I mostly spin old (acid house) music which often goes out of time, beat sync wise.
I’ve got a copy of Ableton 8 and followed this tutorial but I just can’t quite figure it out.
I get to the point of setting the 1.1.1 point and clicking ‘warp from here’. Before I go any further I do the ‘Set the Length to 4 Measures’ but I have no idea what this actually achieves?
So back to the track - the metronome stays in time for maybe 14 bars then drifts out and you look at the waveform and it’s off (screengrab here) - I select a marker (as shown in the screengrab) and click ‘Warp from here’ but it doesn’t seem to do anything - and surely the waveform should shift? Can anyone explain to me in layman’s terms how I actually get the track to stay in time?

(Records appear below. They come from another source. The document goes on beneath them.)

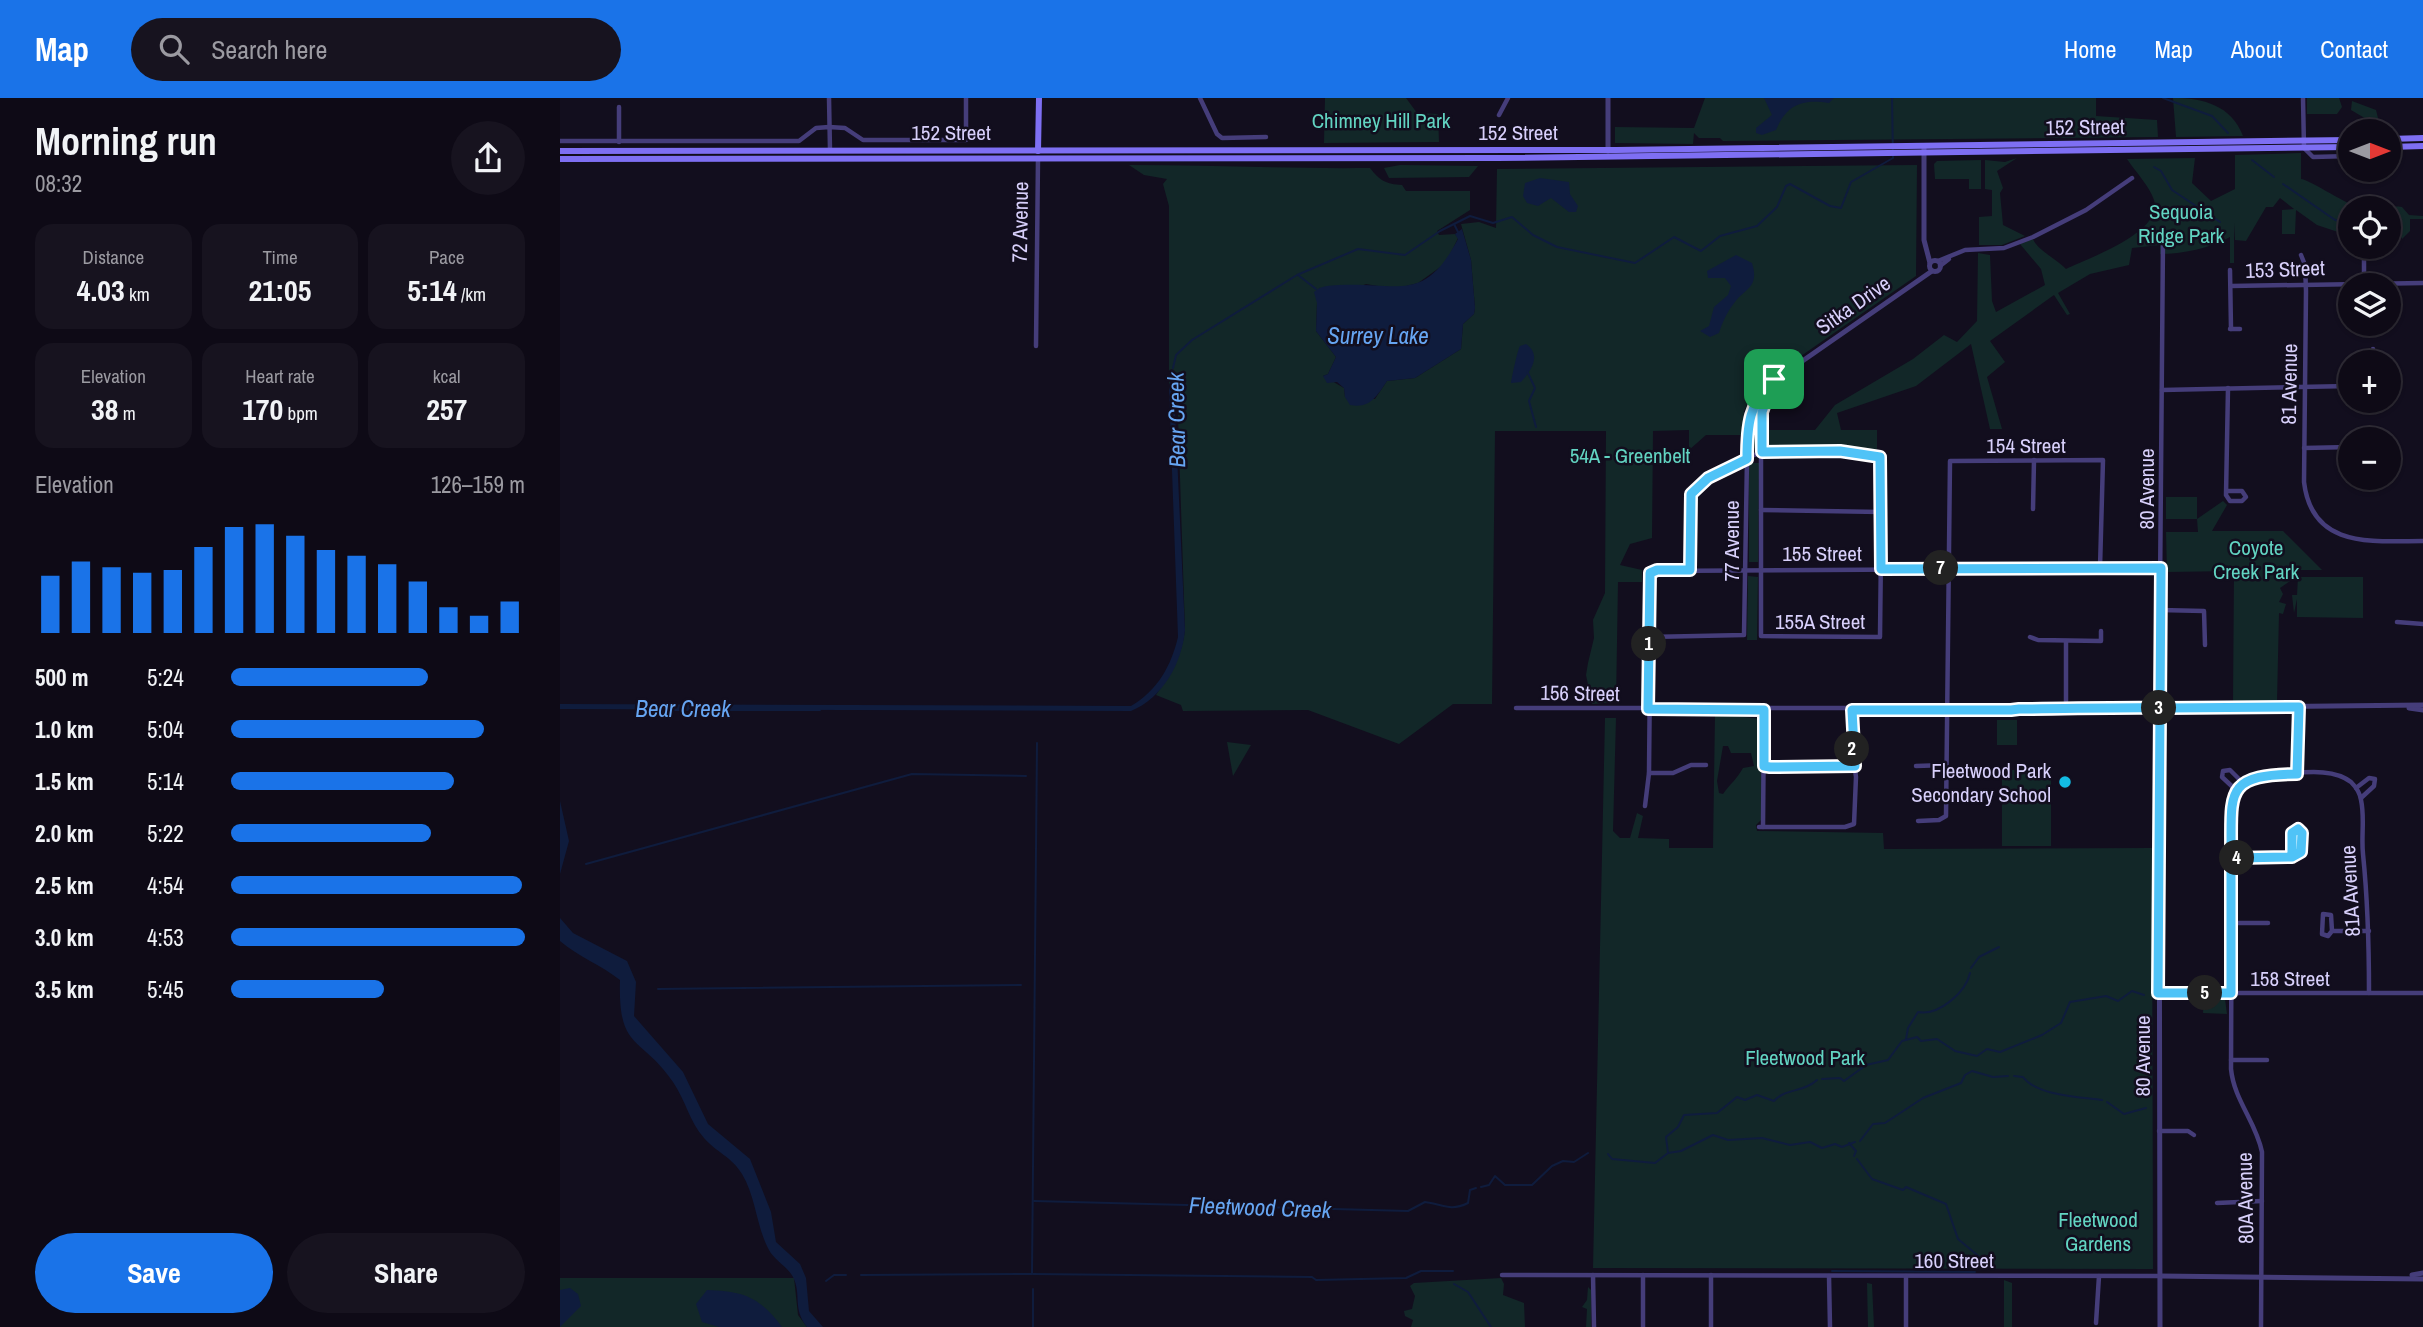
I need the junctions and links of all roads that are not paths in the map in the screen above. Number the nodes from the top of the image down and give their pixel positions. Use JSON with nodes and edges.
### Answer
{"nodes":[{"id":1,"x":830,"y":98,"type":"edge"},
{"id":2,"x":966,"y":98,"type":"edge"},
{"id":3,"x":1039,"y":98,"type":"edge"},
{"id":4,"x":1200,"y":98,"type":"edge"},
{"id":5,"x":1508,"y":98,"type":"edge"},
{"id":6,"x":1608,"y":98,"type":"edge"},
{"id":7,"x":2303,"y":98,"type":"edge"},
{"id":8,"x":619,"y":107,"type":"dead end"},
{"id":9,"x":1499,"y":115,"type":"dead end"},
{"id":10,"x":829,"y":127,"type":"junction"},
{"id":11,"x":1266,"y":137,"type":"dead end"},
{"id":12,"x":2423,"y":138,"type":"edge"},
{"id":13,"x":2401,"y":139,"type":"edge"},
{"id":14,"x":2338,"y":140,"type":"edge"},
{"id":15,"x":560,"y":141,"type":"edge"},
{"id":16,"x":619,"y":142,"type":"junction"},
{"id":17,"x":2303,"y":144,"type":"junction"},
{"id":18,"x":2338,"y":146,"type":"edge"},
{"id":19,"x":2401,"y":146,"type":"edge"},
{"id":20,"x":2423,"y":146,"type":"edge"},
{"id":21,"x":1038,"y":148,"type":"junction"},
{"id":22,"x":830,"y":150,"type":"junction"},
{"id":23,"x":1924,"y":150,"type":"junction"},
{"id":24,"x":560,"y":151,"type":"edge"},
{"id":25,"x":1608,"y":153,"type":"junction"},
{"id":26,"x":2338,"y":156,"type":"edge"},
{"id":27,"x":1038,"y":157,"type":"junction"},
{"id":28,"x":794,"y":158,"type":"junction"},
{"id":29,"x":560,"y":159,"type":"edge"},
{"id":30,"x":2132,"y":178,"type":"dead end"},
{"id":31,"x":2163,"y":239,"type":"dead end"},
{"id":32,"x":2301,"y":254,"type":"dead end"},
{"id":33,"x":1934,"y":265,"type":"junction"},
{"id":34,"x":2230,"y":270,"type":"dead end"},
{"id":35,"x":2401,"y":283,"type":"edge"},
{"id":36,"x":2423,"y":283,"type":"edge"},
{"id":37,"x":2338,"y":284,"type":"edge"},
{"id":38,"x":2306,"y":285,"type":"junction"},
{"id":39,"x":2231,"y":286,"type":"junction"},
{"id":40,"x":2240,"y":329,"type":"dead end"},
{"id":41,"x":1036,"y":346,"type":"dead end"},
{"id":42,"x":1774,"y":379,"type":"junction"},
{"id":43,"x":2338,"y":386,"type":"edge"},
{"id":44,"x":2305,"y":387,"type":"junction"},
{"id":45,"x":2228,"y":388,"type":"junction"},
{"id":46,"x":2162,"y":390,"type":"junction"},
{"id":47,"x":2338,"y":447,"type":"edge"},
{"id":48,"x":2304,"y":448,"type":"junction"},
{"id":49,"x":1762,"y":452,"type":"junction"},
{"id":50,"x":1747,"y":459,"type":"junction"},
{"id":51,"x":2034,"y":460,"type":"junction"},
{"id":52,"x":2226,"y":491,"type":"dead end"},
{"id":53,"x":2033,"y":509,"type":"dead end"},
{"id":54,"x":1761,"y":510,"type":"junction"},
{"id":55,"x":1881,"y":512,"type":"junction"},
{"id":56,"x":2423,"y":541,"type":"edge"},
{"id":57,"x":1951,"y":568,"type":"junction"},
{"id":58,"x":2100,"y":568,"type":"junction"},
{"id":59,"x":2161,"y":568,"type":"junction"},
{"id":60,"x":1760,"y":569,"type":"junction"},
{"id":61,"x":1881,"y":569,"type":"junction"},
{"id":62,"x":1690,"y":570,"type":"junction"},
{"id":63,"x":1746,"y":570,"type":"junction"},
{"id":64,"x":2160,"y":610,"type":"junction"},
{"id":65,"x":2397,"y":622,"type":"dead end"},
{"id":66,"x":2423,"y":624,"type":"edge"},
{"id":67,"x":2101,"y":631,"type":"dead end"},
{"id":68,"x":1744,"y":635,"type":"joint"},
{"id":69,"x":1761,"y":636,"type":"joint"},
{"id":70,"x":2030,"y":637,"type":"dead end"},
{"id":71,"x":1649,"y":638,"type":"junction"},
{"id":72,"x":2066,"y":640,"type":"junction"},
{"id":73,"x":2204,"y":645,"type":"dead end"},
{"id":74,"x":2299,"y":707,"type":"junction"},
{"id":75,"x":2423,"y":707,"type":"edge"},
{"id":76,"x":1516,"y":708,"type":"dead end"},
{"id":77,"x":2159,"y":708,"type":"junction"},
{"id":78,"x":1648,"y":709,"type":"junction"},
{"id":79,"x":1946,"y":709,"type":"junction"},
{"id":80,"x":2066,"y":709,"type":"junction"},
{"id":81,"x":1764,"y":710,"type":"junction"},
{"id":82,"x":1852,"y":710,"type":"junction"},
{"id":83,"x":1706,"y":765,"type":"dead end"},
{"id":84,"x":1946,"y":765,"type":"junction"},
{"id":85,"x":1764,"y":766,"type":"junction"},
{"id":86,"x":1855,"y":766,"type":"junction"},
{"id":87,"x":1916,"y":766,"type":"dead end"},
{"id":88,"x":1649,"y":773,"type":"junction"},
{"id":89,"x":2297,"y":774,"type":"junction"},
{"id":90,"x":2243,"y":783,"type":"junction"},
{"id":91,"x":2356,"y":788,"type":"junction"},
{"id":92,"x":2237,"y":790,"type":"junction"},
{"id":93,"x":2361,"y":798,"type":"junction"},
{"id":94,"x":1645,"y":806,"type":"dead end"},
{"id":95,"x":1917,"y":821,"type":"dead end"},
{"id":96,"x":2292,"y":857,"type":"junction"},
{"id":97,"x":2231,"y":858,"type":"junction"},
{"id":98,"x":2232,"y":923,"type":"junction"},
{"id":99,"x":2268,"y":923,"type":"dead end"},
{"id":100,"x":2332,"y":931,"type":"junction"},
{"id":101,"x":2369,"y":931,"type":"junction"},
{"id":102,"x":2158,"y":993,"type":"junction"},
{"id":103,"x":2231,"y":993,"type":"junction"},
{"id":104,"x":2369,"y":993,"type":"junction"},
{"id":105,"x":2423,"y":993,"type":"edge"},
{"id":106,"x":2231,"y":1060,"type":"junction"},
{"id":107,"x":2267,"y":1060,"type":"dead end"},
{"id":108,"x":2159,"y":1131,"type":"junction"},
{"id":109,"x":2194,"y":1135,"type":"dead end"},
{"id":110,"x":2262,"y":1201,"type":"junction"},
{"id":111,"x":2217,"y":1203,"type":"dead end"},
{"id":112,"x":2423,"y":1273,"type":"edge"},
{"id":113,"x":1502,"y":1275,"type":"dead end"},
{"id":114,"x":1594,"y":1275,"type":"junction"},
{"id":115,"x":1643,"y":1275,"type":"junction"},
{"id":116,"x":1710,"y":1275,"type":"junction"},
{"id":117,"x":2099,"y":1275,"type":"junction"},
{"id":118,"x":2262,"y":1275,"type":"junction"},
{"id":119,"x":1829,"y":1276,"type":"junction"},
{"id":120,"x":1906,"y":1276,"type":"junction"},
{"id":121,"x":2160,"y":1276,"type":"junction"},
{"id":122,"x":2406,"y":1276,"type":"junction"},
{"id":123,"x":2423,"y":1279,"type":"edge"},
{"id":124,"x":2096,"y":1323,"type":"dead end"},
{"id":125,"x":1594,"y":1327,"type":"edge"},
{"id":126,"x":1643,"y":1327,"type":"edge"},
{"id":127,"x":1711,"y":1327,"type":"edge"},
{"id":128,"x":1830,"y":1327,"type":"edge"},
{"id":129,"x":1906,"y":1327,"type":"edge"},
{"id":130,"x":2160,"y":1327,"type":"edge"},
{"id":131,"x":2261,"y":1327,"type":"edge"}],
"edges":[{"from":1,"to":10,"type":"street"},
{"from":2,"to":10,"type":"street"},
{"from":3,"to":21,"type":"main road","name":"72 Avenue"},
{"from":4,"to":11,"type":"street"},
{"from":5,"to":9,"type":"street"},
{"from":6,"to":25,"type":"street"},
{"from":7,"to":17,"type":"street"},
{"from":8,"to":16,"type":"street"},
{"from":10,"to":16,"type":"street"},
{"from":10,"to":22,"type":"street"},
{"from":12,"to":13,"type":"main road"},
{"from":14,"to":17,"type":"main road","name":"152 Street"},
{"from":15,"to":16,"type":"street"},
{"from":17,"to":18,"type":"main road","name":"152 Street"},
{"from":17,"to":23,"type":"main road","name":"152 Street"},
{"from":17,"to":26,"type":"street"},
{"from":19,"to":20,"type":"main road"},
{"from":21,"to":22,"type":"main road","name":"152 Street"},
{"from":21,"to":25,"type":"main road","name":"152 Street"},
{"from":21,"to":27,"type":"main road","name":"72 Avenue"},
{"from":22,"to":24,"type":"main road","name":"152 Street"},
{"from":22,"to":28,"type":"main road"},
{"from":23,"to":25,"type":"main road","name":"152 Street"},
{"from":23,"to":33,"type":"street"},
{"from":25,"to":27,"type":"main road","name":"152 Street"},
{"from":27,"to":28,"type":"main road","name":"152 Street"},
{"from":27,"to":41,"type":"street","name":"72 Avenue"},
{"from":28,"to":29,"type":"main road","name":"152 Street"},
{"from":30,"to":33,"type":"street"},
{"from":31,"to":46,"type":"street","name":"80 Avenue"},
{"from":32,"to":38,"type":"street","name":"81 Avenue"},
{"from":33,"to":42,"type":"street","name":"Sitka Drive"},
{"from":34,"to":39,"type":"street"},
{"from":35,"to":36,"type":"street","name":"153 Street"},
{"from":37,"to":38,"type":"street","name":"153 Street"},
{"from":38,"to":39,"type":"street","name":"153 Street"},
{"from":38,"to":44,"type":"street","name":"81 Avenue"},
{"from":39,"to":40,"type":"street"},
{"from":42,"to":49,"type":"street","name":"77 Avenue"},
{"from":42,"to":50,"type":"street","name":"77 Avenue"},
{"from":43,"to":44,"type":"street"},
{"from":44,"to":45,"type":"street"},
{"from":44,"to":48,"type":"street","name":"81 Avenue"},
{"from":45,"to":46,"type":"street"},
{"from":45,"to":52,"type":"street"},
{"from":46,"to":59,"type":"street","name":"80 Avenue"},
{"from":47,"to":48,"type":"street"},
{"from":48,"to":56,"type":"street","name":"81 Avenue"},
{"from":49,"to":50,"type":"street"},
{"from":49,"to":54,"type":"street","name":"77 Avenue"},
{"from":49,"to":55,"type":"street"},
{"from":50,"to":62,"type":"street"},
{"from":50,"to":63,"type":"street","name":"77 Avenue"},
{"from":51,"to":53,"type":"street"},
{"from":51,"to":57,"type":"street","name":"154 Street"},
{"from":51,"to":58,"type":"street","name":"154 Street"},
{"from":54,"to":55,"type":"street"},
{"from":54,"to":60,"type":"street","name":"77 Avenue"},
{"from":55,"to":61,"type":"street"},
{"from":57,"to":58,"type":"street","name":"155 Street"},
{"from":57,"to":61,"type":"street","name":"155 Street"},
{"from":57,"to":79,"type":"street"},
{"from":58,"to":59,"type":"street","name":"155 Street"},
{"from":59,"to":64,"type":"street","name":"80 Avenue"},
{"from":60,"to":61,"type":"street","name":"155 Street"},
{"from":60,"to":63,"type":"street","name":"155 Street"},
{"from":60,"to":69,"type":"street","name":"77 Avenue"},
{"from":61,"to":69,"type":"street","name":"155A Street"},
{"from":62,"to":63,"type":"street","name":"155 Street"},
{"from":62,"to":71,"type":"street","name":"155 Street"},
{"from":63,"to":68,"type":"street","name":"77 Avenue"},
{"from":64,"to":73,"type":"street"},
{"from":64,"to":77,"type":"street","name":"80 Avenue"},
{"from":65,"to":66,"type":"street"},
{"from":67,"to":72,"type":"street"},
{"from":68,"to":71,"type":"street","name":"155A Street"},
{"from":70,"to":72,"type":"street"},
{"from":71,"to":78,"type":"street"},
{"from":72,"to":80,"type":"street"},
{"from":74,"to":75,"type":"street","name":"156 Street"},
{"from":74,"to":77,"type":"street","name":"156 Street"},
{"from":74,"to":89,"type":"street"},
{"from":76,"to":78,"type":"street","name":"156 Street"},
{"from":77,"to":80,"type":"street","name":"156 Street"},
{"from":77,"to":102,"type":"street","name":"80 Avenue"},
{"from":78,"to":81,"type":"street","name":"156 Street"},
{"from":78,"to":88,"type":"street"},
{"from":79,"to":80,"type":"street","name":"156 Street"},
{"from":79,"to":82,"type":"street","name":"156 Street"},
{"from":79,"to":84,"type":"street"},
{"from":81,"to":82,"type":"street","name":"156 Street"},
{"from":81,"to":85,"type":"street"},
{"from":82,"to":86,"type":"street"},
{"from":83,"to":88,"type":"street"},
{"from":84,"to":87,"type":"street"},
{"from":84,"to":95,"type":"street"},
{"from":85,"to":86,"type":"street"},
{"from":85,"to":86,"type":"street"},
{"from":88,"to":94,"type":"street"},
{"from":89,"to":90,"type":"street"},
{"from":89,"to":91,"type":"street"},
{"from":90,"to":92,"type":"street"},
{"from":90,"to":92,"type":"street"},
{"from":91,"to":93,"type":"street","name":"81A Avenue"},
{"from":91,"to":93,"type":"street"},
{"from":92,"to":97,"type":"street","name":"80A Avenue"},
{"from":93,"to":101,"type":"street","name":"81A Avenue"},
{"from":96,"to":96,"type":"street"},
{"from":96,"to":97,"type":"street"},
{"from":97,"to":98,"type":"street","name":"80A Avenue"},
{"from":98,"to":99,"type":"street"},
{"from":98,"to":103,"type":"street","name":"80A Avenue"},
{"from":100,"to":100,"type":"street"},
{"from":100,"to":101,"type":"street"},
{"from":101,"to":104,"type":"street","name":"81A Avenue"},
{"from":102,"to":103,"type":"street","name":"158 Street"},
{"from":102,"to":108,"type":"street","name":"80 Avenue"},
{"from":103,"to":104,"type":"street","name":"158 Street"},
{"from":103,"to":106,"type":"street","name":"80A Avenue"},
{"from":104,"to":105,"type":"street","name":"158 Street"},
{"from":106,"to":107,"type":"street"},
{"from":106,"to":110,"type":"street","name":"80A Avenue"},
{"from":108,"to":109,"type":"street"},
{"from":108,"to":121,"type":"street","name":"80 Avenue"},
{"from":110,"to":111,"type":"street"},
{"from":110,"to":118,"type":"street","name":"80A Avenue"},
{"from":112,"to":122,"type":"street","name":"160 Street"},
{"from":113,"to":114,"type":"street","name":"160 Street"},
{"from":114,"to":115,"type":"street","name":"160 Street"},
{"from":114,"to":125,"type":"street"},
{"from":115,"to":116,"type":"street","name":"160 Street"},
{"from":115,"to":126,"type":"street"},
{"from":116,"to":119,"type":"street","name":"160 Street"},
{"from":116,"to":127,"type":"street"},
{"from":117,"to":120,"type":"street","name":"160 Street"},
{"from":117,"to":121,"type":"street","name":"160 Street"},
{"from":117,"to":124,"type":"street"},
{"from":118,"to":121,"type":"street","name":"160 Street"},
{"from":118,"to":122,"type":"street","name":"160 Street"},
{"from":118,"to":131,"type":"street","name":"80A Avenue"},
{"from":119,"to":120,"type":"street","name":"160 Street"},
{"from":119,"to":128,"type":"street"},
{"from":120,"to":129,"type":"street"},
{"from":121,"to":130,"type":"street","name":"80 Avenue"},
{"from":122,"to":123,"type":"street","name":"160 Street"}]}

I’ve never used Ableton so apologies if this is a very stupid question - I’m very confused! Any help much, much appreciated.
Abletons autowarp always gives mixed results. You’re much better of learning to warp manually. There are loads of really good tutorials online.
TBH, you’d probably be better off learning to beat-grid in Traktor. If you warp the tracks in Ableton, you’ll have to render each track to disc in order to use the warped file in Traktor.
traktor beatgridding isn’t always the answer, ableton warping is essential if you use un-quantized music or vinyl rips.
it’s easy enough to pickup too, and a piece of cake to apply to 4/4 dance genre like acidhouse.
Except that they can’t deal with varying tempos and they’re a lot less precise.
The problem isn’t with Live, it’s that the OP still thinks that Live’s auto warping features are ever accurate.
Also, abletonlivedj.com/forums. They know what they’re doing. I haven’t seen any free video on dubspot that was worth the bandwidth, and there are several that are specifically harmful. If you follow all the bad advice I’ve seen them give, you’ll be clipping the f*ck out of your sound card, playing out of time, spending way too much money on useless stuff, and completely unaware of how much you suck.